This document explains how to use json OCDS data in R.

Transforming json data to dataframes

To load json data in R, we can use the fromJSON command from the jsonlite package. For this example we will use sample data from Colombia, that you can download in this link.

Setup

Set your working directory and load the packages:

setwd("SET YOUR WORKING DIRECTORY")
library(jsonlite)
library(dplyr)

Load the data and explore the structure

1- Load the data with the fromJSON command. Use the option flatten=TRUE to flatten the json data into a list.

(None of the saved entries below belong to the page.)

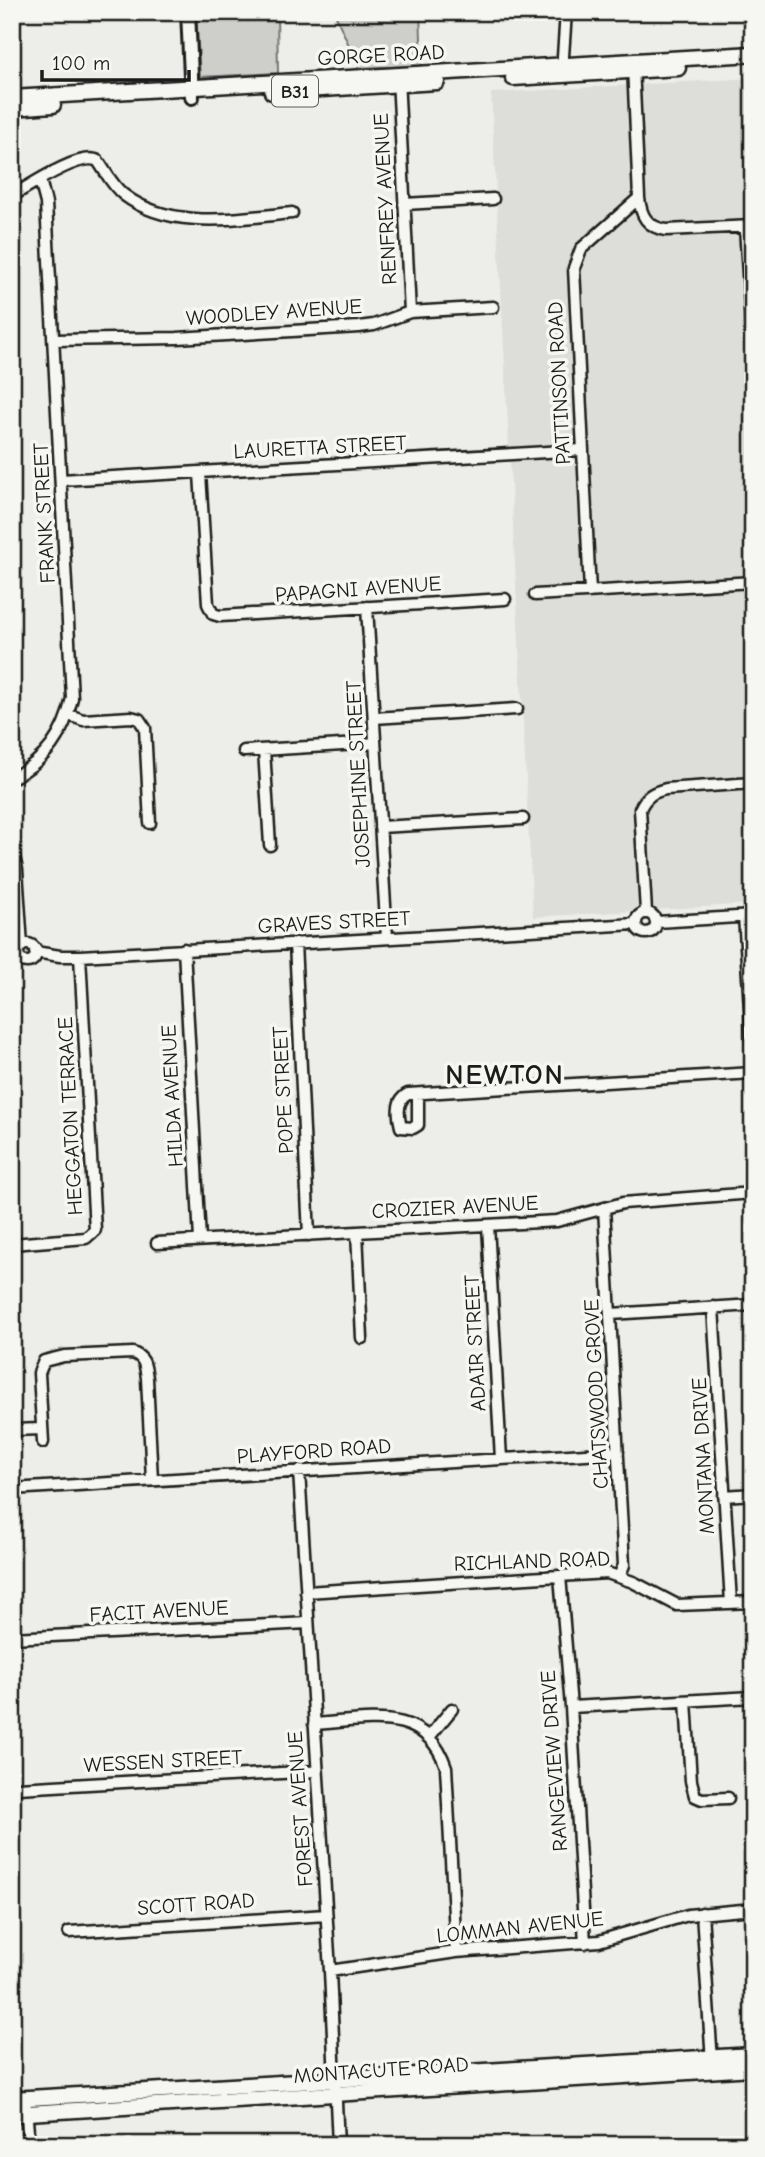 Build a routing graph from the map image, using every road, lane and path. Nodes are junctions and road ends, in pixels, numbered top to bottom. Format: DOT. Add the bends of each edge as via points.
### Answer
graph roads {
  1 [pos="188,12"];
  2 [pos="566,12"];
  3 [pos="753,54"];
  4 [pos="753,63"];
  5 [pos="633,65"];
  6 [pos="562,70"];
  7 [pos="398,79"];
  8 [pos="191,92"];
  9 [pos="12,98"];
  10 [pos="12,108"];
  11 [pos="40,180"];
  12 [pos="12,196"];
  13 [pos="639,198"];
  14 [pos="493,199"];
  15 [pos="404,204"];
  16 [pos="292,213"];
  17 [pos="749,226"];
  18 [pos="493,307"];
  19 [pos="410,312"];
  20 [pos="54,340"];
  21 [pos="753,355"];
  22 [pos="582,450"];
  23 [pos="200,473"];
  24 [pos="61,480"];
  25 [pos="753,582"];
  26 [pos="590,593"];
  27 [pos="535,595"];
  28 [pos="505,599"];
  29 [pos="368,607"];
  30 [pos="517,709"];
  31 [pos="69,715"];
  32 [pos="374,718"];
  33 [pos="375,743"];
  34 [pos="264,750"];
  35 [pos="244,751"];
  36 [pos="12,778"];
  37 [pos="753,783"];
  38 [pos="523,820"];
  39 [pos="150,823"];
  40 [pos="380,827"];
  41 [pos="270,845"];
  42 [pos="12,848"];
  43 [pos="646,912"];
  44 [pos="748,916"];
  45 [pos="657,922"];
  46 [pos="636,924"];
  47 [pos="387,938"];
  48 [pos="295,943"];
  49 [pos="22,946"];
  50 [pos="184,949"];
  51 [pos="36,952"];
  52 [pos="80,956"];
  53 [pos="15,958"];
  54 [pos="753,1054"];
  55 [pos="753,1073"];
  56 [pos="418,1094"];
  57 [pos="753,1193"];
  58 [pos="604,1208"];
  59 [pos="488,1225"];
  60 [pos="357,1232"];
  61 [pos="309,1235"];
  62 [pos="200,1240"];
  63 [pos="157,1243"];
  64 [pos="12,1244"];
  65 [pos="753,1305"];
  66 [pos="713,1307"];
  67 [pos="611,1314"];
  68 [pos="362,1338"];
  69 [pos="42,1429"];
  70 [pos="12,1430"];
  71 [pos="43,1441"];
  72 [pos="618,1452"];
  73 [pos="501,1459"];
  74 [pos="299,1472"];
  75 [pos="152,1480"];
  76 [pos="12,1489"];
  77 [pos="753,1494"];
  78 [pos="724,1496"];
  79 [pos="560,1576"];
  80 [pos="620,1577"];
  81 [pos="306,1592"];
  82 [pos="753,1602"];
  83 [pos="731,1603"];
  84 [pos="308,1623"];
  85 [pos="12,1638"];
  86 [pos="753,1697"];
  87 [pos="686,1701"];
  88 [pos="571,1707"];
  89 [pos="452,1709"];
  90 [pos="314,1724"];
  91 [pos="430,1736"];
  92 [pos="317,1771"];
  93 [pos="12,1787"];
  94 [pos="728,1798"];
  95 [pos="753,1909"];
  96 [pos="702,1913"];
  97 [pos="326,1915"];
  98 [pos="69,1932"];
  99 [pos="584,1943"];
  100 [pos="456,1952"];
  101 [pos="330,1971"];
  102 [pos="753,2055"];
  103 [pos="712,2064"];
  104 [pos="753,2068"];
  105 [pos="335,2086"];
  106 [pos="19,2106"];
  107 [pos="29,2145"];
  108 [pos="338,2145"];
  1 -- 8 [label="street"];
  2 -- 6 [label="street"];
  3 -- 5 [label="main road, GORGE ROAD / B31"];
  4 -- 5 [label="main road, GORGE ROAD / B31"];
  5 -- 6 [label="main road, GORGE ROAD / B31"];
  5 -- 13 [label="street"];
  6 -- 7 [label="main road, GORGE ROAD / B31"];
  7 -- 8 [label="main road, GORGE ROAD / B31"];
  7 -- 15 [label="street, RENFREY AVENUE"];
  8 -- 9 [label="main road, GORGE ROAD / B31"];
  8 -- 10 [label="main road, GORGE ROAD / B31"];
  11 -- 12 [label="street"];
  11 -- 16 [label="street" via="79,160 93,158 122,193 163,214 202,220"];
  11 -- 20 [label="street, FRANK STREET" via="46,204"];
  13 -- 17 [label="street" via="643,217 656,228"];
  13 -- 22 [label="street, PATTINSON ROAD" via="591,240 576,261 573,280"];
  14 -- 15 [label="street"];
  15 -- 19 [label="street, RENFREY AVENUE"];
  17 -- 21 [label="street"];
  18 -- 19 [label="street, WOODLEY AVENUE"];
  19 -- 20 [label="street, WOODLEY AVENUE" via="359,327"];
  20 -- 24 [label="street, FRANK STREET"];
  22 -- 23 [label="street, LAURETTA STREET"];
  22 -- 26 [label="street, PATTINSON ROAD"];
  23 -- 24 [label="street, LAURETTA STREET"];
  23 -- 29 [label="street, PAPAGNI AVENUE" via="208,604 213,614"];
  24 -- 31 [label="street, FRANK STREET" via="72,698"];
  25 -- 26 [label="street"];
  26 -- 27 [label="street"];
  28 -- 29 [label="street, PAPAGNI AVENUE"];
  29 -- 32 [label="street, JOSEPHINE STREET"];
  30 -- 32 [label="street"];
  31 -- 36 [label="street, FRANK STREET" via="46,754"];
  31 -- 39 [label="street" via="83,720 139,719 145,728"];
  32 -- 33 [label="street, JOSEPHINE STREET"];
  33 -- 34 [label="street"];
  33 -- 40 [label="street, JOSEPHINE STREET"];
  34 -- 35 [label="street"];
  34 -- 41 [label="street"];
  37 -- 43 [label="street" via="666,789 644,800 640,808"];
  38 -- 40 [label="street"];
  40 -- 47 [label="street, JOSEPHINE STREET"];
  42 -- 49 [label="street"];
  43 -- 45 [label="street"];
  43 -- 46 [label="street"];
  44 -- 45 [label="street"];
  44 -- 54 [label="street"];
  45 -- 46 [label="street" via="648,933"];
  46 -- 47 [label="street, GRAVES STREET"];
  47 -- 48 [label="street, GRAVES STREET"];
  48 -- 50 [label="street, GRAVES STREET"];
  48 -- 61 [label="street, POPE STREET"];
  49 -- 51 [label="street" via="30,945"];
  49 -- 53 [label="street"];
  50 -- 52 [label="street, GRAVES STREET"];
  50 -- 62 [label="street, HILDA AVENUE"];
  51 -- 52 [label="street, GRAVES STREET"];
  51 -- 53 [label="street" via="30,962"];
  52 -- 64 [label="street, HEGGATON TERRACE" via="95,1230 86,1238"];
  55 -- 56 [label="street"];
  57 -- 58 [label="street, CROZIER AVENUE"];
  58 -- 59 [label="street, CROZIER AVENUE" via="556,1221"];
  58 -- 67 [label="street, CHATSWOOD GROVE"];
  59 -- 60 [label="street, CROZIER AVENUE"];
  59 -- 73 [label="street, ADAIR STREET"];
  60 -- 61 [label="street, CROZIER AVENUE"];
  60 -- 68 [label="street"];
  61 -- 62 [label="street, CROZIER AVENUE"];
  62 -- 63 [label="street, CROZIER AVENUE"];
  65 -- 66 [label="street"];
  66 -- 67 [label="street"];
  66 -- 78 [label="street, MONTANA DRIVE"];
  67 -- 72 [label="street, CHATSWOOD GROVE"];
  69 -- 70 [label="street"];
  69 -- 71 [label="street"];
  69 -- 75 [label="street" via="39,1373 44,1361 92,1355 141,1356 147,1378"];
  72 -- 73 [label="street, PLAYFORD ROAD"];
  72 -- 80 [label="street, CHATSWOOD GROVE" via="624,1565"];
  73 -- 74 [label="street, PLAYFORD ROAD"];
  74 -- 75 [label="street, PLAYFORD ROAD"];
  74 -- 81 [label="street, FOREST AVENUE"];
  75 -- 76 [label="street, PLAYFORD ROAD"];
  77 -- 78 [label="street"];
  78 -- 83 [label="street, MONTANA DRIVE"];
  79 -- 80 [label="street, RICHLAND ROAD" via="607,1573"];
  79 -- 81 [label="street, RICHLAND ROAD"];
  79 -- 88 [label="street, RANGEVIEW DRIVE"];
  80 -- 83 [label="street, RICHLAND ROAD" via="677,1605"];
  81 -- 84 [label="street, FOREST AVENUE"];
  82 -- 83 [label="street, RICHLAND ROAD"];
  84 -- 85 [label="street, FACIT AVENUE"];
  84 -- 90 [label="street, FOREST AVENUE"];
  86 -- 87 [label="street"];
  87 -- 88 [label="street"];
  87 -- 94 [label="street" via="695,1796"];
  88 -- 99 [label="street, RANGEVIEW DRIVE"];
  89 -- 91 [label="street"];
  90 -- 91 [label="street" via="398,1721"];
  90 -- 92 [label="street, FOREST AVENUE"];
  91 -- 100 [label="street" via="446,1767"];
  92 -- 93 [label="street, WESSEN STREET"];
  92 -- 97 [label="street, FOREST AVENUE"];
  95 -- 96 [label="street, LOMMAN AVENUE"];
  96 -- 99 [label="street, LOMMAN AVENUE"];
  96 -- 103 [label="street"];
  97 -- 98 [label="street, SCOTT ROAD"];
  97 -- 101 [label="street, FOREST AVENUE"];
  99 -- 100 [label="street, LOMMAN AVENUE"];
  100 -- 101 [label="street, LOMMAN AVENUE"];
  101 -- 105 [label="street, FOREST AVENUE"];
  102 -- 103 [label="main road, MONTACUTE ROAD"];
  103 -- 104 [label="main road, MONTACUTE ROAD"];
  103 -- 105 [label="main road, MONTACUTE ROAD"];
  105 -- 106 [label="main road, MONTACUTE ROAD"];
  105 -- 108 [label="street, FOREST AVENUE"];
  106 -- 107 [label="street"];
}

2- The list only has one element, a dataframe called releases that contains all the data. We extract it from the list with the command data[["releases"]] and transform it into a tibble as_tibble.

3- Explore the structure of the dataframe. The releases dataframe has different list columns, each containing dataframes; these dataframes correspond to arrays in the json data.

Note: if you are working with large and multiple json files we recommend to use a parallel approach. You can check section 2.2 on this R guide

#load the data
data<-fromJSON("test.json", flatten = TRUE)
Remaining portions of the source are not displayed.